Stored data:
--------------------------------------------------

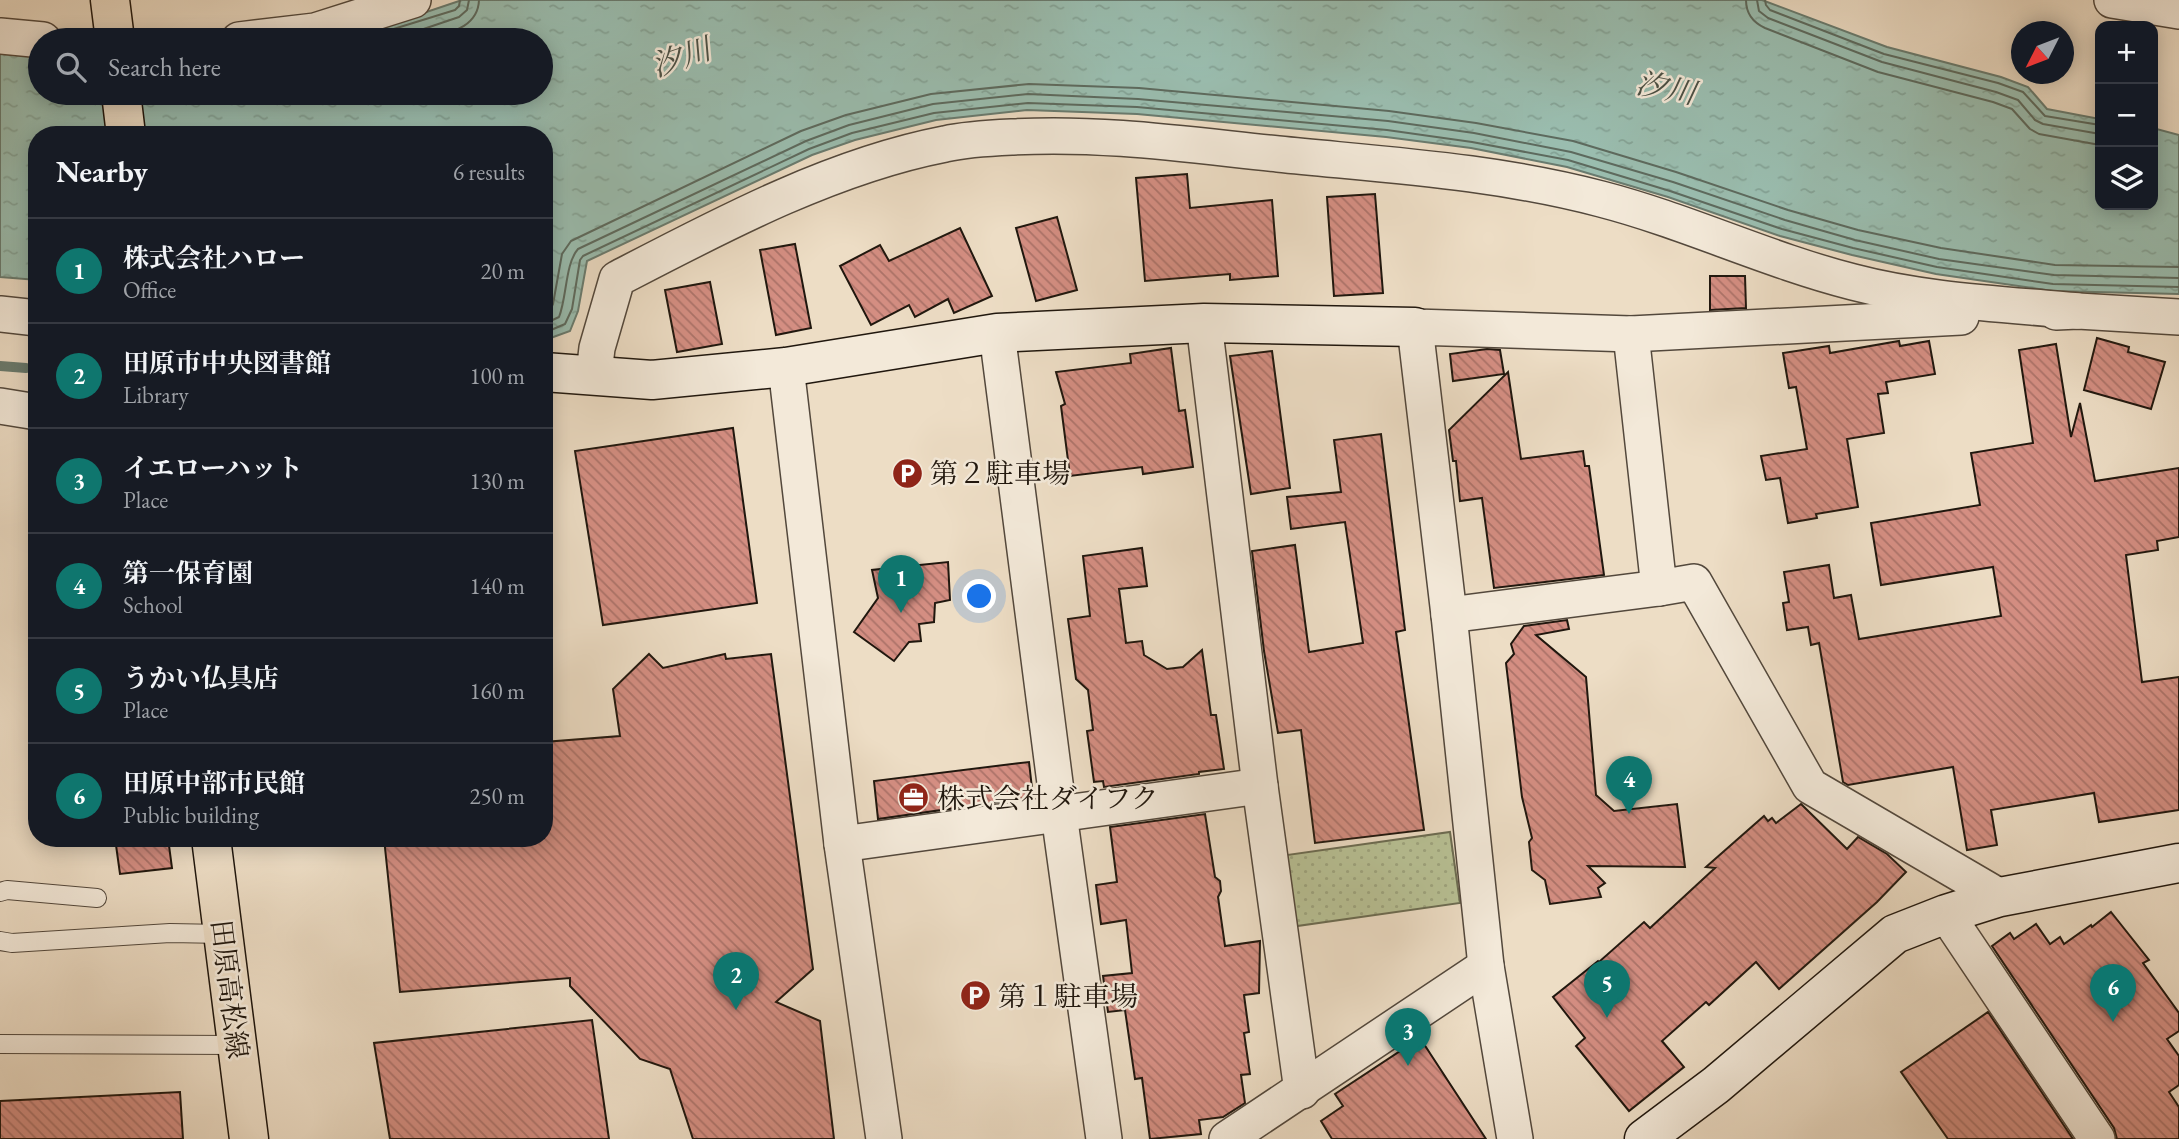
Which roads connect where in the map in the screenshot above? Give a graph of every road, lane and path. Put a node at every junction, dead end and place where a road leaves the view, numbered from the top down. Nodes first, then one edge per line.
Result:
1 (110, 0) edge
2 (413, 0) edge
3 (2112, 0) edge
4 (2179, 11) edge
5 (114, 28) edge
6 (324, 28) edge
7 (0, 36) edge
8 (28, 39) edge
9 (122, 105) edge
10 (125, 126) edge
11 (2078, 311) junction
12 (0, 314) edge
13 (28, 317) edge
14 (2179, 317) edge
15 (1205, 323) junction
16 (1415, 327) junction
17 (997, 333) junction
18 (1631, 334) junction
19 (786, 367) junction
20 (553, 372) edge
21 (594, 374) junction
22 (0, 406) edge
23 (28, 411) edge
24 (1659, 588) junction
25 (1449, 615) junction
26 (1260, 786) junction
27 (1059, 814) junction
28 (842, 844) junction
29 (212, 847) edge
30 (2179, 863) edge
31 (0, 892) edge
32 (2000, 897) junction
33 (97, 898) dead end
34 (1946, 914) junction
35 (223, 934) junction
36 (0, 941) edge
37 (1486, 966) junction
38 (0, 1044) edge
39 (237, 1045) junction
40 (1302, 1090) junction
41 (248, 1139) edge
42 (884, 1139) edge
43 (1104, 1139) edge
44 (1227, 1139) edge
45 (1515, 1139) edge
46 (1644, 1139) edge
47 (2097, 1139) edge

--------------------------------------------------

How to complete this task: Please output each line above exactly and omit all images.

Result below:
Which roads connect where in the map in the screenshot above? Give a graph of every road, lane and path. Put a node at every junction, dead end and place where a road leaves the view, numbered from the top down. Nodes first, then one edge per line.
Result:
1 (110, 0) edge
2 (413, 0) edge
3 (2112, 0) edge
4 (2179, 11) edge
5 (114, 28) edge
6 (324, 28) edge
7 (0, 36) edge
8 (28, 39) edge
9 (122, 105) edge
10 (125, 126) edge
11 (2078, 311) junction
12 (0, 314) edge
13 (28, 317) edge
14 (2179, 317) edge
15 (1205, 323) junction
16 (1415, 327) junction
17 (997, 333) junction
18 (1631, 334) junction
19 (786, 367) junction
20 (553, 372) edge
21 (594, 374) junction
22 (0, 406) edge
23 (28, 411) edge
24 (1659, 588) junction
25 (1449, 615) junction
26 (1260, 786) junction
27 (1059, 814) junction
28 (842, 844) junction
29 (212, 847) edge
30 (2179, 863) edge
31 (0, 892) edge
32 (2000, 897) junction
33 (97, 898) dead end
34 (1946, 914) junction
35 (223, 934) junction
36 (0, 941) edge
37 (1486, 966) junction
38 (0, 1044) edge
39 (237, 1045) junction
40 (1302, 1090) junction
41 (248, 1139) edge
42 (884, 1139) edge
43 (1104, 1139) edge
44 (1227, 1139) edge
45 (1515, 1139) edge
46 (1644, 1139) edge
47 (2097, 1139) edge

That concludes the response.